One of the most common questions widows and widowers ask after losing a spouse is painfully practical: “What do I need to do now?”

The hard part is that grief does not arrive alone. It comes with mail, bills, passwords, death certificates, account forms, insurance questions, family opinions, Social Security questions, employer benefits, tax concerns, and a long list of decisions no one feels ready to make.

After my wife, Kim, passed away from cancer, I learned how overwhelming this period can be. As a financial advisor, I knew the technical side. I knew there would be accounts to review, benefits to claim, documents to gather, and decisions to sort through.

What I did not fully understand until I lived it was how heavy those tasks would feel while grieving. A single phone call could drain me. A simple form could sit on the counter for days. A decision that should have been easy could feel strangely impossible.

This is not just paperwork. Every account, every form, and every name change can feel like another reminder of what happened.

The first 90 days after losing a spouse should not be about solving your entire financial life.
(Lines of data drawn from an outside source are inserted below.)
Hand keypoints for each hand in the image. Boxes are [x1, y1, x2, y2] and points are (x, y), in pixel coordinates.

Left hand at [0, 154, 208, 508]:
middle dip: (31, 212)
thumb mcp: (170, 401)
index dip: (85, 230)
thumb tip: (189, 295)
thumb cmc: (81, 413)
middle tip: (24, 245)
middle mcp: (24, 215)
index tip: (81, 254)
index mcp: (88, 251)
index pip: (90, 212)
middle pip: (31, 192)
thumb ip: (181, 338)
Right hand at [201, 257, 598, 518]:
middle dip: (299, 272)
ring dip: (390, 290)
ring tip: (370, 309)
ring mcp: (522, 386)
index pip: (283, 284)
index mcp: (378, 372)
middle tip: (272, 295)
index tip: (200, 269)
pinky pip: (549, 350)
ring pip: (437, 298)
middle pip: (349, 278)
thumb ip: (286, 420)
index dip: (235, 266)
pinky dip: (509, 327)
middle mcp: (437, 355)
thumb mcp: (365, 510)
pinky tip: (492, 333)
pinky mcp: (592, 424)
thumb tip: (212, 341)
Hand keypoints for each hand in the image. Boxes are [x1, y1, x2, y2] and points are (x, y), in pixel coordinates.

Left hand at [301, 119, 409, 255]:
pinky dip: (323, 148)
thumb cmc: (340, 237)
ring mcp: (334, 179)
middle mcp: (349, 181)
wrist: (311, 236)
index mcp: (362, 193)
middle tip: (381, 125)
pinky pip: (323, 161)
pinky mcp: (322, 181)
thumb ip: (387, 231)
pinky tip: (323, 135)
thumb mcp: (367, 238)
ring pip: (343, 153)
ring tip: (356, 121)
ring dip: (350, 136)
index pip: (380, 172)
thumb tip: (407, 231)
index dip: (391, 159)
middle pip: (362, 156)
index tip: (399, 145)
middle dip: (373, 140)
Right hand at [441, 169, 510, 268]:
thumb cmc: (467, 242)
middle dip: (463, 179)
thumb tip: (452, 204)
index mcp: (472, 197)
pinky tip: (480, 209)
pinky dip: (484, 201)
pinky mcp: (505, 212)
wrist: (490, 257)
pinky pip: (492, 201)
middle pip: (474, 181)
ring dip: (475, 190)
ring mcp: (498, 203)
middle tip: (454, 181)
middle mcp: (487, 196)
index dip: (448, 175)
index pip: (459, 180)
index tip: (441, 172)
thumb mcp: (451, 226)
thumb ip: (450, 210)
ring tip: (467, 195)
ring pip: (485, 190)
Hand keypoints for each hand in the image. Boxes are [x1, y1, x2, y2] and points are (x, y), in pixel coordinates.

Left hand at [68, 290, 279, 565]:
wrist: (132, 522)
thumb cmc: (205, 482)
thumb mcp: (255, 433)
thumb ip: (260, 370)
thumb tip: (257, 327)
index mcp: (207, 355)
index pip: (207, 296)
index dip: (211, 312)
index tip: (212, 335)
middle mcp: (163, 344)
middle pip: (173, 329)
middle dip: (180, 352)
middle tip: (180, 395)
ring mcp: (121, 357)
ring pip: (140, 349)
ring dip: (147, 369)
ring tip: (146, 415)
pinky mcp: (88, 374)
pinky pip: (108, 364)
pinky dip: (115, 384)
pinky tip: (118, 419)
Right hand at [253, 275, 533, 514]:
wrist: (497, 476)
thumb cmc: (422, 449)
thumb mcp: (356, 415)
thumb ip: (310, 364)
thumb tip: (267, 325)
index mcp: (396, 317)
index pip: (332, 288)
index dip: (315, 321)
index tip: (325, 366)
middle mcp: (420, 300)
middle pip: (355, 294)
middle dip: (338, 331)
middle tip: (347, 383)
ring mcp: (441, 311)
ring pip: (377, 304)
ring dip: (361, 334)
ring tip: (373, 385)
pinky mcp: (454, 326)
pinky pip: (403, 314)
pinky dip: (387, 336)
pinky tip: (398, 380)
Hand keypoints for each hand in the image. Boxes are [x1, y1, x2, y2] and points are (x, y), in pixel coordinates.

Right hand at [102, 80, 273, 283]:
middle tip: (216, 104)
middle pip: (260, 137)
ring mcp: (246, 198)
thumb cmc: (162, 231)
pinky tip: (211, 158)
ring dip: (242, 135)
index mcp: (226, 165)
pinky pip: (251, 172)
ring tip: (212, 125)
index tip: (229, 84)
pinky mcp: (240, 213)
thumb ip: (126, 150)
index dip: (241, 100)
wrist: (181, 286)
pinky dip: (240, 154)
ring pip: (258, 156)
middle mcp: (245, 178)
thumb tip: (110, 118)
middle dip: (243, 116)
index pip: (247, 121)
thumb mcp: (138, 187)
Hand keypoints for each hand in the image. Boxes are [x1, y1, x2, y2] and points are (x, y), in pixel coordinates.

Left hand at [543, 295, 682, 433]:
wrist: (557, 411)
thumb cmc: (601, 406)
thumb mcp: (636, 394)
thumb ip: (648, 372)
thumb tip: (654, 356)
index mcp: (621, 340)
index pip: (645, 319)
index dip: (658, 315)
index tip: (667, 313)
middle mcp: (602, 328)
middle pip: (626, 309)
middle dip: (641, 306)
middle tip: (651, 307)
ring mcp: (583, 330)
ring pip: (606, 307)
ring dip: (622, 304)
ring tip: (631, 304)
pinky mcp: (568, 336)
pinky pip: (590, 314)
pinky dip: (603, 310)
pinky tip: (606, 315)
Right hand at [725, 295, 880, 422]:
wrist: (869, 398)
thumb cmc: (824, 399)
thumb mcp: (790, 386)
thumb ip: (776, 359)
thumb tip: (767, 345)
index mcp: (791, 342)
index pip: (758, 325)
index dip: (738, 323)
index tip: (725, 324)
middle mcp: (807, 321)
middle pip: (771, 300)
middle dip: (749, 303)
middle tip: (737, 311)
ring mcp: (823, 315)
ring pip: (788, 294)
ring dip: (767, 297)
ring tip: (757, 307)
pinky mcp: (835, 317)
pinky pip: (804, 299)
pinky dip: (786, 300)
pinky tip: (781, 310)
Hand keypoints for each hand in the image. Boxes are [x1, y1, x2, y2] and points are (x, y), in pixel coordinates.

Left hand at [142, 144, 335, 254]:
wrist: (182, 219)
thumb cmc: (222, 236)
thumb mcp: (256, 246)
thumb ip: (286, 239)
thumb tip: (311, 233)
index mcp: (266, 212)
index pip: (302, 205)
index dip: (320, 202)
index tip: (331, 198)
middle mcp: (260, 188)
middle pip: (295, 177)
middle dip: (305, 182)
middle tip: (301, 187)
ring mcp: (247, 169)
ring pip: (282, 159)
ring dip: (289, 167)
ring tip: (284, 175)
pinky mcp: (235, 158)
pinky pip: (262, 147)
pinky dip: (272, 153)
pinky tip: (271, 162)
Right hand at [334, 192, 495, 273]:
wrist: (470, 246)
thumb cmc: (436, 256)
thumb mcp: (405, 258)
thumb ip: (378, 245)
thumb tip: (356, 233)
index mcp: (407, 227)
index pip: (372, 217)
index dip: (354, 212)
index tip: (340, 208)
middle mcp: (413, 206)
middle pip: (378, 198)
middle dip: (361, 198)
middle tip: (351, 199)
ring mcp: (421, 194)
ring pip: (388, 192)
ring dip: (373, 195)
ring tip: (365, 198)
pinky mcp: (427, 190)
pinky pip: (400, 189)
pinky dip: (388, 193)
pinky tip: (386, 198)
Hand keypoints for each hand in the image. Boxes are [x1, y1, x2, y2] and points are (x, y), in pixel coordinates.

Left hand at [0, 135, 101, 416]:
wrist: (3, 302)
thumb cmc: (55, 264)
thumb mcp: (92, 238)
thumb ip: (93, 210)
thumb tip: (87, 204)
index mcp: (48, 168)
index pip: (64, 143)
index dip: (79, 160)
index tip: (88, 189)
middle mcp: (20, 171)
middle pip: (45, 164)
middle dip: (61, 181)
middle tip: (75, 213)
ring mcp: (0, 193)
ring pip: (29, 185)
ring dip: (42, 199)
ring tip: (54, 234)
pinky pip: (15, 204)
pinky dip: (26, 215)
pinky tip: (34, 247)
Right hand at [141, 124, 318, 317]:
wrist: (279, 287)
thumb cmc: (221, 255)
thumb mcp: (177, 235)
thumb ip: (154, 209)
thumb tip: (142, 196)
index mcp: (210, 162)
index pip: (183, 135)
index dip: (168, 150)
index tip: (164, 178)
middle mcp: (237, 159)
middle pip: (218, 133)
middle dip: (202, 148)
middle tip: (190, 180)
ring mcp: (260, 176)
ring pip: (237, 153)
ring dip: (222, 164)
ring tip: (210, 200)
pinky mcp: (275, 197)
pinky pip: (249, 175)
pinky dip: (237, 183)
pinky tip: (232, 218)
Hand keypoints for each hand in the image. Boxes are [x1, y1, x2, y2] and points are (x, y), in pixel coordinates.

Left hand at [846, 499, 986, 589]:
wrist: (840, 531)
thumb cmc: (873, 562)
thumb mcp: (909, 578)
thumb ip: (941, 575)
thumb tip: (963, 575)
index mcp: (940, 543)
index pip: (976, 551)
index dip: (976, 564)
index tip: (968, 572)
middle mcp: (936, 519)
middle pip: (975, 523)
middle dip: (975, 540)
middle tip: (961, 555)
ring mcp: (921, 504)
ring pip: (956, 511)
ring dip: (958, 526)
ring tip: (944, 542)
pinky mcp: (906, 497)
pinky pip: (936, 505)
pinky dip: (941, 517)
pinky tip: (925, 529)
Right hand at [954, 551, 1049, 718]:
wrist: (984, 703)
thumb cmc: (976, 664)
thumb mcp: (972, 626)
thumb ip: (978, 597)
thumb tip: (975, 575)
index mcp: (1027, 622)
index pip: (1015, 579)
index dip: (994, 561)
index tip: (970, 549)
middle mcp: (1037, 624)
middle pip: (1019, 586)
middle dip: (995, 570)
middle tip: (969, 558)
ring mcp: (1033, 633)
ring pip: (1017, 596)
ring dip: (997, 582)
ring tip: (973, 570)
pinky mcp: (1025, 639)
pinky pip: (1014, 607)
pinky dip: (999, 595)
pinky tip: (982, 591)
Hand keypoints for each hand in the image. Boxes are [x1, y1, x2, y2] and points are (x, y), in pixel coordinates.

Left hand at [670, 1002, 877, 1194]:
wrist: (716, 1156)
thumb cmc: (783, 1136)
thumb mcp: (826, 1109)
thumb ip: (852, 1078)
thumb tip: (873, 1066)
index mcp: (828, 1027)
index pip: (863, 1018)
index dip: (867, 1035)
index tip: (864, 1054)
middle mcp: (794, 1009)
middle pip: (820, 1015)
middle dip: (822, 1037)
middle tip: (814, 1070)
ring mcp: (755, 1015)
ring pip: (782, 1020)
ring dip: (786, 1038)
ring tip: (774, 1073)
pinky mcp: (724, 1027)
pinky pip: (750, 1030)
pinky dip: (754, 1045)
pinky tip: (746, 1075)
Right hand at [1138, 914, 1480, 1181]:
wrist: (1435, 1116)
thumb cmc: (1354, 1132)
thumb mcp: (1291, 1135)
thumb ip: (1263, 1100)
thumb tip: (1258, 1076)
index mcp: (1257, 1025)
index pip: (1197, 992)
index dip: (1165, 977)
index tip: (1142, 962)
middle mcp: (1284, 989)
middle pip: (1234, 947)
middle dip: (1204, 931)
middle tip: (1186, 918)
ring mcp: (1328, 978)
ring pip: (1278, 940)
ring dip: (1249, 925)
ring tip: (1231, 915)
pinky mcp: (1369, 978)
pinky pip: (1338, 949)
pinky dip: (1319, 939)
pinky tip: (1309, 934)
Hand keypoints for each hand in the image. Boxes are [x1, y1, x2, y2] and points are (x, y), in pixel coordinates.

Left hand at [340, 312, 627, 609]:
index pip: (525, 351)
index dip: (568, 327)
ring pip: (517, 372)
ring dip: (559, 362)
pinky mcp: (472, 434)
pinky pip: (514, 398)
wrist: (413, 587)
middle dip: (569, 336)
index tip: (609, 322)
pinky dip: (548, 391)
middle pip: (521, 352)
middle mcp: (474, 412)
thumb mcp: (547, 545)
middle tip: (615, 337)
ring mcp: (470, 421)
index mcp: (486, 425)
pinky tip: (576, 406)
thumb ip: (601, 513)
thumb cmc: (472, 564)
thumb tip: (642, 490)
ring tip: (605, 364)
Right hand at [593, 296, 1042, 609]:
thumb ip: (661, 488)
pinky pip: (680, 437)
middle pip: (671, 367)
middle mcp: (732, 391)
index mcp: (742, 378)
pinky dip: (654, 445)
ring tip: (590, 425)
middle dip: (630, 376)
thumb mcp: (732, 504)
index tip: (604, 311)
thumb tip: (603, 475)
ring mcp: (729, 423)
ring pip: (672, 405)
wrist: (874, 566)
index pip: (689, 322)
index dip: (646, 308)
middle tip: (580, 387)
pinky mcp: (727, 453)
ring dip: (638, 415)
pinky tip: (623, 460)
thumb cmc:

The better goal is to create enough stability and breathing room to keep life functioning while avoiding unnecessary, irreversible decisions.

Some things need attention fairly soon. Many things can wait. Knowing the difference is one of the first ways to create calm.

Start with stability

The first step is to stabilize your immediate life.

That means asking whether the most important bills can be paid, whether there is enough cash available for the next few months, whether health insurance is secure, and whether you have someone trustworthy who can help you think clearly.

This early period is not the time to pressure yourself into building a perfect long-term plan. The priority is to make sure daily life continues. The lights stay on. The mortgage or rent is handled. Groceries are covered. Insurance does not lapse. Important mail does not get ignored.

That may sound basic, but basic is powerful right now.

Stability gives your brain room to breathe. Breathing room helps you make better decisions.

Why everything feels urgent

After a spouse dies, nearly everything can feel urgent. The mail looks urgent. The bills feel urgent. Family questions feel urgent. Investment decisions feel urgent. The house feels urgent. Even cleaning out a closet can feel like something that must be done immediately, even when it does not.

A big reason for this is uncertainty. When life feels upside down, action can feel like relief. Making a decision, any decision, can feel better than sitting with the unknown.

Still, action and progress are not always the same thing.

Family pressure can add another layer. Most relatives and friends mean well. They may suggest selling the house, moving closer to children, changing advisors, retiring, investing life insurance proceeds, or cleaning out belongings. Those suggestions often come from love, but they may also come from their own discomfort with seeing someone they care about in pain.

A surviving spouse does not need to answer everyone right away. A calm response can be simple:

“I appreciate you caring. I’m going to take some time before I decide.”

That sentence creates space. It respects the relationship without surrendering the decision.

What needs attention first

The first 90 days should focus on stabilization. Cash flow is usually the first priority. The immediate question is whether the important bills can be paid over the next few months.

Mortgage or rent, utilities, groceries, insurance premiums, healthcare costs, transportation, and other essential expenses should be understood first. This is not glamorous work. It is also not small. Knowing that the lights can stay on, the mortgage can be paid, and groceries can be bought can lower anxiety quickly.

Essential bills should also be reviewed with special attention to autopay. Many couples divide financial responsibilities. One spouse may have handled the household bills, passwords, credit cards, or online banking. After loss, the surviving spouse may not know which bills are being paid from which accounts.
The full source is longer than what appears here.